Monday, March 6, 2017

Hidden Figures

This is kind of a review of the movie/book Hidden Figures. Before seeing either one, I was a little concerned that it was going to be preachy. We need to treat African American people / women with respect. Hollywood, you don't need to tell us that. The people that already know that don't need to be told. And the people that don't know that probably aren't going to pay money to see this movie anyway. But it wasn't like that - the movie or the book. It just told their story.

If you want the true story, books are usually a better bet than the movie. The movie seemed quite in line with the book, but there were a few things. The two hour movie obviously had to leave a lot of stuff out that was in the book. There was also a time one of the ladies was at a chalkboard. She was impressing the room with the math she was doing. Some of it was a little unrealistic. Most people can't rattle off sin(23) to ten-thousandths place from memory - stuff like that. But, I'm quibbling. The movie was really good.

I got the book. And to be honest, I did some skimming in parts. I may get around to reading every word at some point, but that will be a ways off. There were a couple of cool things dealing with math applications that I thought was interesting. First of all, the book is Hidden Figures and is written by Margo Lee Shetterly. There. I hope that covers me from violating any copy write issues. Regardless, here we go.

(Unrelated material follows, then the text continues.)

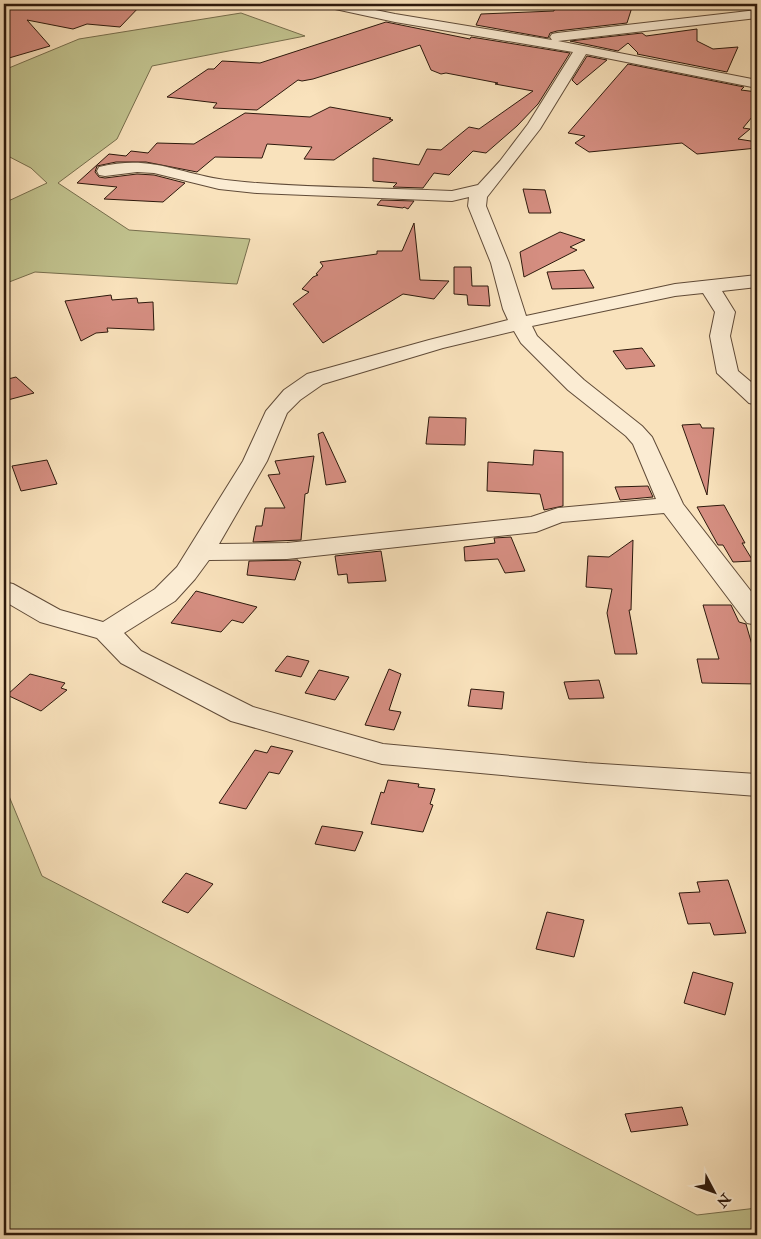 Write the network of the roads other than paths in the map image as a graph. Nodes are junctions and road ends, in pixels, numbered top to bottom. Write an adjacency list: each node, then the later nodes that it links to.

Where do systems of equations take place in real life? Well check this out: "Modeling flight at transonic speeds was a particularly knotty problem, because of the subsonic and supersonic winds that passed over the plane or model simultaneously. Aerodynamic equations describing transonic airflows might contain as many as thirty-five variables. Because each point in the airflow was dependent on the others, an error made in one part of the series would cause an error in all the others. Calculating the pressure distribution over a particular airfoil at a transonic speed could easily take a month to complete for the most experienced of mathematicians." (pages 137, 138)

I once had the father of a student tell me about an older child of his that was in the NASA astronaut program. He said that their astronauts had to have a very good mathematics background in case something happened to the on-board computers. Another part of this book spoke to that issue:  "An astronaut stranded hundreds of thousands of miles from Earth is like a mariner from a previous age, adrift in the most remote part of the ocean. So what do you do when the computers go out? This was precisely the question Katherine [Johnson] and her colleague Al Hamer had asked in the late 1960s, during the most intense preparations for the first Moon landing. And in 1967, Johnson and Hamer coauthored the first of a series of of reports describing a method for using visible stars to navigate a course without a guidance computer and ensure the space vehicle's safe return to earth. This was the method that was available to the stranded astronauts aboard Apollo 13." (page 248)


Speaking of outer space, I give both the book and the movie, four stars.